* WHAT YOU ARE ASKED TO DO:
Each line in these records that contains "Dunnisher" counts once. Give the number only.

============================================================

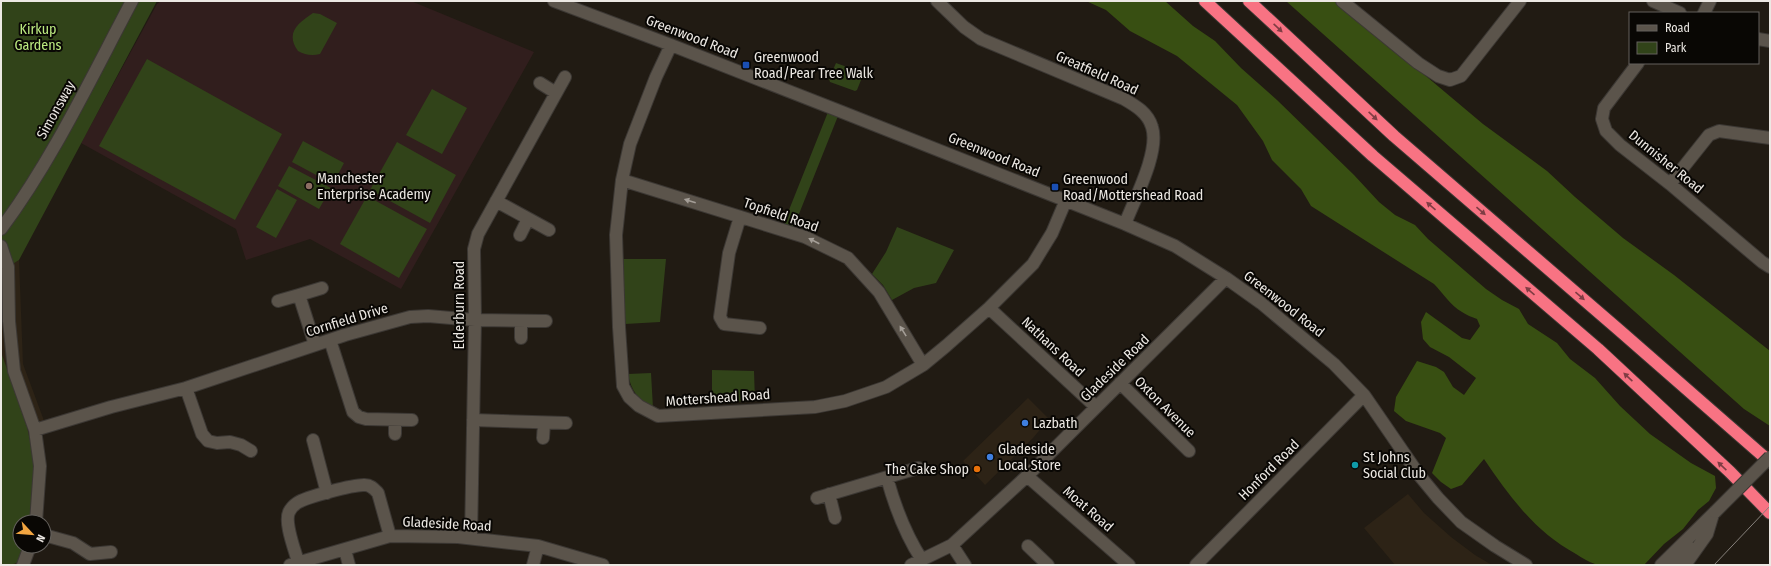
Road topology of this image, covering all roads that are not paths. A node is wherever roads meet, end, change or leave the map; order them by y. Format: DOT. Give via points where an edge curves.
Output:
graph roads {
  1 [pos="132,1"];
  2 [pos="554,1"];
  3 [pos="1205,1"];
  4 [pos="1249,1"];
  5 [pos="1342,1"];
  6 [pos="1520,1"];
  7 [pos="1654,1"];
  8 [pos="1710,1"];
  9 [pos="941,3"];
  10 [pos="574,5"];
  11 [pos="1663,10"];
  12 [pos="1674,12"];
  13 [pos="1704,12"];
  14 [pos="1759,39"];
  15 [pos="1770,41"];
  16 [pos="671,45"];
  17 [pos="1637,64"];
  18 [pos="565,77"];
  19 [pos="540,83"];
  20 [pos="556,93"];
  21 [pos="1770,138"];
  22 [pos="622,180"];
  23 [pos="1670,184"];
  24 [pos="1066,200"];
  25 [pos="496,201"];
  26 [pos="740,217"];
  27 [pos="528,219"];
  28 [pos="1125,224"];
  29 [pos="1,229"];
  30 [pos="549,230"];
  31 [pos="520,235"];
  32 [pos="1,246"];
  33 [pos="1770,267"];
  34 [pos="1226,278"];
  35 [pos="322,288"];
  36 [pos="299,296"];
  37 [pos="278,301"];
  38 [pos="989,308"];
  39 [pos="475,320"];
  40 [pos="521,321"];
  41 [pos="546,321"];
  42 [pos="760,328"];
  43 [pos="521,338"];
  44 [pos="330,340"];
  45 [pos="315,345"];
  46 [pos="923,365"];
  47 [pos="1120,384"];
  48 [pos="186,388"];
  49 [pos="1364,395"];
  50 [pos="1096,407"];
  51 [pos="396,420"];
  52 [pos="412,420"];
  53 [pos="473,420"];
  54 [pos="544,423"];
  55 [pos="566,424"];
  56 [pos="35,430"];
  57 [pos="395,434"];
  58 [pos="543,438"];
  59 [pos="313,440"];
  60 [pos="251,451"];
  61 [pos="1189,451"];
  62 [pos="1770,457"];
  63 [pos="1770,462"];
  64 [pos="918,468"];
  65 [pos="1027,476"];
  66 [pos="887,478"];
  67 [pos="327,493"];
  68 [pos="1715,512"];
  69 [pos="1770,513"];
  70 [pos="37,514"];
  71 [pos="835,518"];
  72 [pos="390,536"];
  73 [pos="52,538"];
  74 [pos="470,538"];
  75 [pos="952,545"];
  76 [pos="538,546"];
  77 [pos="1028,546"];
  78 [pos="345,550"];
  79 [pos="111,552"];
  80 [pos="27,554"];
  81 [pos="917,562"];
  82 [pos="294,564"];
  83 [pos="1044,564"];
  84 [pos="23,565"];
  85 [pos="350,565"];
  86 [pos="533,565"];
  87 [pos="603,565"];
  88 [pos="965,565"];
  89 [pos="1129,565"];
  90 [pos="1196,565"];
  91 [pos="1526,565"];
  92 [pos="1661,565"];
  93 [pos="1674,565"];
  94 [pos="1685,565"];
  1 -- 29 [label="street, Simonsway" via="75,108 30,186"];
  2 -- 10 [label="street, Greenwood Road"];
  69 -- 3 [label="highway, one-way" via="1730,472 1598,349 1373,156"];
  4 -- 63 [label="highway, one-way" via="1394,136"];
  5 -- 6 [label="street" via="1418,63 1438,76 1450,80 1461,76"];
  7 -- 11 [label="street"];
  8 -- 13 [label="street"];
  9 -- 28 [label="street, Greatfield Road" via="964,27 981,39 1124,99 1146,116 1152,127 1152,156"];
  10 -- 16 [label="street, Greenwood Road"];
  11 -- 12 [label="street"];
  14 -- 15 [label="street"];
  16 -- 22 [label="street, Mottershead Road" via="630,144"];
  16 -- 24 [label="street, Greenwood Road"];
  17 -- 23 [label="street, Dunnisher Road" via="1604,108 1602,119 1606,131 1620,145"];
  18 -- 20 [label="street, Elderburn Road"];
  19 -- 20 [label="street"];
  20 -- 25 [label="street, Elderburn Road"];
  21 -- 23 [label="street" via="1719,130 1709,135"];
  26 -- 22 [label="street, Topfield Road, one-way"];
  22 -- 46 [label="street, Mottershead Road" via="616,235 623,386 629,397 649,412 658,416 815,407 845,401 886,387"];
  23 -- 33 [label="street, Dunnisher Road"];
  24 -- 28 [label="street, Greenwood Road"];
  24 -- 38 [label="street, Mottershead Road" via="1052,233 1033,264"];
  25 -- 27 [label="street"];
  25 -- 39 [label="street, Elderburn Road" via="478,234 474,249"];
  26 -- 42 [label="street" via="729,253 720,317 724,324"];
  46 -- 26 [label="street, Topfield Road, one-way" via="879,292 848,258 805,237"];
  27 -- 30 [label="street"];
  27 -- 31 [label="street"];
  28 -- 34 [label="street, Greenwood Road" via="1175,246"];
  32 -- 56 [label="street" via="8,266 14,371"];
  34 -- 47 [label="street, Gladeside Road"];
  34 -- 49 [label="street, Greenwood Road" via="1300,334"];
  35 -- 36 [label="street"];
  36 -- 37 [label="street"];
  36 -- 45 [label="street"];
  38 -- 46 [label="street, Mottershead Road"];
  38 -- 50 [label="street, Nathans Road"];
  39 -- 40 [label="street, Cornfield Drive"];
  39 -- 44 [label="street, Cornfield Drive" via="410,317"];
  39 -- 53 [label="street, Elderburn Road"];
  40 -- 41 [label="street, Cornfield Drive"];
  40 -- 43 [label="street"];
  44 -- 45 [label="street, Cornfield Drive"];
  44 -- 51 [label="street" via="353,412 366,419"];
  45 -- 48 [label="street, Cornfield Drive"];
  47 -- 50 [label="street, Gladeside Road"];
  47 -- 61 [label="street, Oxton Avenue"];
  48 -- 56 [label="street, Cornfield Drive"];
  48 -- 60 [label="street" via="202,434 208,441 230,442"];
  49 -- 90 [label="street, Honford Road"];
  49 -- 91 [label="street, Greenwood Road" via="1419,475 1438,498 1461,522"];
  50 -- 65 [label="street, Gladeside Road"];
  51 -- 52 [label="street"];
  51 -- 57 [label="street"];
  53 -- 54 [label="street"];
  53 -- 74 [label="street, Elderburn Road"];
  54 -- 55 [label="street"];
  54 -- 58 [label="street"];
  56 -- 70 [label="street" via="40,466"];
  59 -- 67 [label="street"];
  62 -- 68 [label="street, bridge"];
  64 -- 66 [label="street"];
  65 -- 75 [label="street, Gladeside Road"];
  65 -- 89 [label="street, Moat Road"];
  66 -- 71 [label="street" via="823,496"];
  66 -- 81 [label="street"];
  67 -- 72 [label="street" via="363,484 374,488 378,493"];
  67 -- 82 [label="street" via="298,502 289,512 287,518"];
  68 -- 92 [label="street"];
  68 -- 93 [label="street"];
  68 -- 94 [label="street" via="1707,534"];
  72 -- 74 [label="street, Gladeside Road"];
  72 -- 78 [label="street, Gladeside Road"];
  73 -- 79 [label="street" via="73,543 90,554"];
  74 -- 76 [label="street, Gladeside Road"];
  75 -- 81 [label="street, Gladeside Road"];
  75 -- 88 [label="street"];
  76 -- 86 [label="street"];
  76 -- 87 [label="street, Gladeside Road"];
  77 -- 83 [label="street"];
  78 -- 82 [label="street, Gladeside Road"];
  78 -- 85 [label="street"];
  80 -- 84 [label="street"];
}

============================================================

* FINISHED TASK:
2